In fact, they could be set free, by breaking (or lysing) the membrane of the endosomes where they are trapped. But this does not happen. A common way to tackle this issue is the use of some pH-sensitive peptides (small macromolecules). These peptides change their structures with the pH variation that naturally occurs in the cell. In fact, inside the endosomal compartments, the pH is more acidic than it is in the extracellular environment. Once these peptides have entered the endosome, their structure changes and they are supposed to break the endosomal membrane and enter the cytosol.
In their active form, they usually have helical structures with amphiphilic character (one face of the helix is hydrophobic and the other hydrophilic, i. e., one hates the water and the other likes it). The cellular membrane has hydrophobic character, and it strongly interacts with the hydrophobic face of the helix, this interaction weakens the chemical bonds that keep the membrane together, until the membrane breaks.

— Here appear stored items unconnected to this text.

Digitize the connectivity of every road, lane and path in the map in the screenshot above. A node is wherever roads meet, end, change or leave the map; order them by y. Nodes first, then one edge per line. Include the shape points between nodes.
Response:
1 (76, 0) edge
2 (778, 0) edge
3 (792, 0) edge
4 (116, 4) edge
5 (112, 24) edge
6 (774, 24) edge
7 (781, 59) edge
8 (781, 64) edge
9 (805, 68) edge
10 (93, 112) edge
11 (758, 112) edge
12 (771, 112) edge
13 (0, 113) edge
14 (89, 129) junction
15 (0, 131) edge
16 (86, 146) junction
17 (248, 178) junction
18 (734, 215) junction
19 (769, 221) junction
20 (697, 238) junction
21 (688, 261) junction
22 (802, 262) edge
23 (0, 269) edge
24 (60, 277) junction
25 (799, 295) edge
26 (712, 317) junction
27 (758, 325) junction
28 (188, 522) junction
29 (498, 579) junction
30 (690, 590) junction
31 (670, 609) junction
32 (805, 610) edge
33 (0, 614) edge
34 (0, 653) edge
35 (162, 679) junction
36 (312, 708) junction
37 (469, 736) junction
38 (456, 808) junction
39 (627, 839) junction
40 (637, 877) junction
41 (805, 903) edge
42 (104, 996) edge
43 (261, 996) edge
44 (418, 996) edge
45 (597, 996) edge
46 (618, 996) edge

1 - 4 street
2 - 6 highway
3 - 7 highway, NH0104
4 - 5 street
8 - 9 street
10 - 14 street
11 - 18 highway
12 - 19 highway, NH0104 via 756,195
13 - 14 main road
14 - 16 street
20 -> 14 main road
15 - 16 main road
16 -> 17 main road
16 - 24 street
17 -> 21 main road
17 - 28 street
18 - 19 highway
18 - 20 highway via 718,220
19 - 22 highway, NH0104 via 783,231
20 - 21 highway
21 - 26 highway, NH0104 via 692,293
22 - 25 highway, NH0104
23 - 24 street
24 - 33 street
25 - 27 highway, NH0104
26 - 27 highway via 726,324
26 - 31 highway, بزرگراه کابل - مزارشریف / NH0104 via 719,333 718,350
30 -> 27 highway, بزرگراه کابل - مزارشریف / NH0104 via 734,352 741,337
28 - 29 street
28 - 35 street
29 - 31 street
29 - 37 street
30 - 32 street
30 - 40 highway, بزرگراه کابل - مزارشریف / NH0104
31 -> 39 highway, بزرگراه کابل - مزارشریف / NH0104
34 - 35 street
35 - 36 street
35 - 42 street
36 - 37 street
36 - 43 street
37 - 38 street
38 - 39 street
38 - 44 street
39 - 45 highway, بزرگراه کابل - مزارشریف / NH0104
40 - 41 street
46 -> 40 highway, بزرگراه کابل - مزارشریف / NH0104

The cellular membrane also carries a global negative charge as most of the peptides currently studied do. This is not a chemical interaction as before: opposite charges attract each other, whilst equal charges repel each other. In other words, if the peptide and the membrane have the same charge, they don’t efficiently come close enough to form the endosomes.
This paper describes the design of new endosomolytic (endosome-breaking) agents that can deliver the antibodies into the cytosol in a more efficient way. In this new approach, cationic peptides (positively charged) are chosen, their positive charge improves the interaction with the cellular membrane, therefore increasing the intake of the cell.
Figure 1 describes the proposed mechanism of the cellular intake and endosomal lysis of these peptides. Their structures, and therefore their strong interaction with the external membrane, would make them able to break it, causing cellular death. Therefore, the authors added a negatively charged amino acid (a peptide building block), the glutamine (Glu) on the hydrophobic side of the helix. According to the suggested mechanism, this residue is negatively charged in the extracellular environment, thus preventing the hydrophobic interaction with the membrane. Then, the glutamine becomes neutral in the more acidic endosomal environment and the peptide is able to perform its lytic activity.
For this study, a natural cationic amphiphilic peptide was chosen, the M-lycotoxin. Different mono and di-substituted analogues were synthesized by replacing one or two amino acids on the hydrophobic face of the helix with Glu. After evaluation of the toxicity and the endosomolytic activities of these peptides, the analogue with best results was chosen for further essays. This confirmed the feasibility of this approach and laid the groundwork for further development and improvement of biomacromolecules delivery.